Penalty Filing notices for late RTI reporting now in force
Penalties apply for businesses with schemes of 50 or more employees. Those affected will receive a letter outlining the penalties incurred.HMRC issues a penalty when the Full Payment Submission (FPS) is late, it has not received the expected number of FPSs or when it has not received an Employer Payment Summary if no employees have been paid in a tax month. The largest employers can face charges of up to £400 a month. Each penalty on the notice will carry an identification number and details of the procedure to follow if they want to appeal. Penalties will not apply for deal;ys of up to 3 days.
Abolition of employers’ NI for under 21’s
From 6th April 2015, employers will not have to pay Class 1 National Insurance contributions for employees under 21 years of age. This is restricted to earnings up to the Upper Earnings Limit which is £967 per week for the 2022-23 tax year.
Holiday pay ruling
Where an employee’s salary includes regular sales commission, that commission must be included in holiday pay according to the latest ruling by the European Court of Justice. This concerns the four weeks statutory minimum holiday, not the 5.6 weeks granted in the UK. The court has held that workers must not be discouraged from taking annual leave. Therefore holiday calculations should include an allowance for commission to prevent workers from suffering any disadvantage. Employers should consider the implications of this outcome and undertake a review of their contracts and policies to ensure it is clear how holiday pay is calculated.

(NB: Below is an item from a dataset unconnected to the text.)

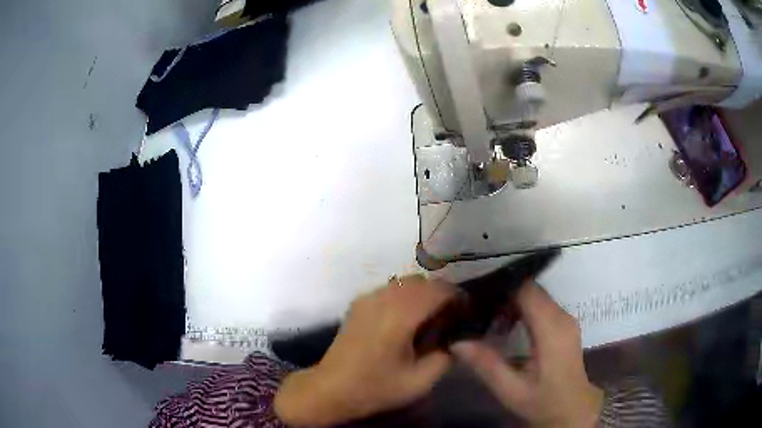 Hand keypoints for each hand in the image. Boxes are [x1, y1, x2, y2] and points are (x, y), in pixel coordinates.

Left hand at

Interest on late HMRC payments
HMRC now charges interest on any late PAYE and Construction Industry Scheme payments.
From the date the payment is due to the date it is paid in full, HMRC will charge interest daily. To avoid an interest charge employers should pay by the due date the amounts reported on their Full Payment Submission (FPS) less any deductions reported on an Employer Payment Submission (EPS) if applicable.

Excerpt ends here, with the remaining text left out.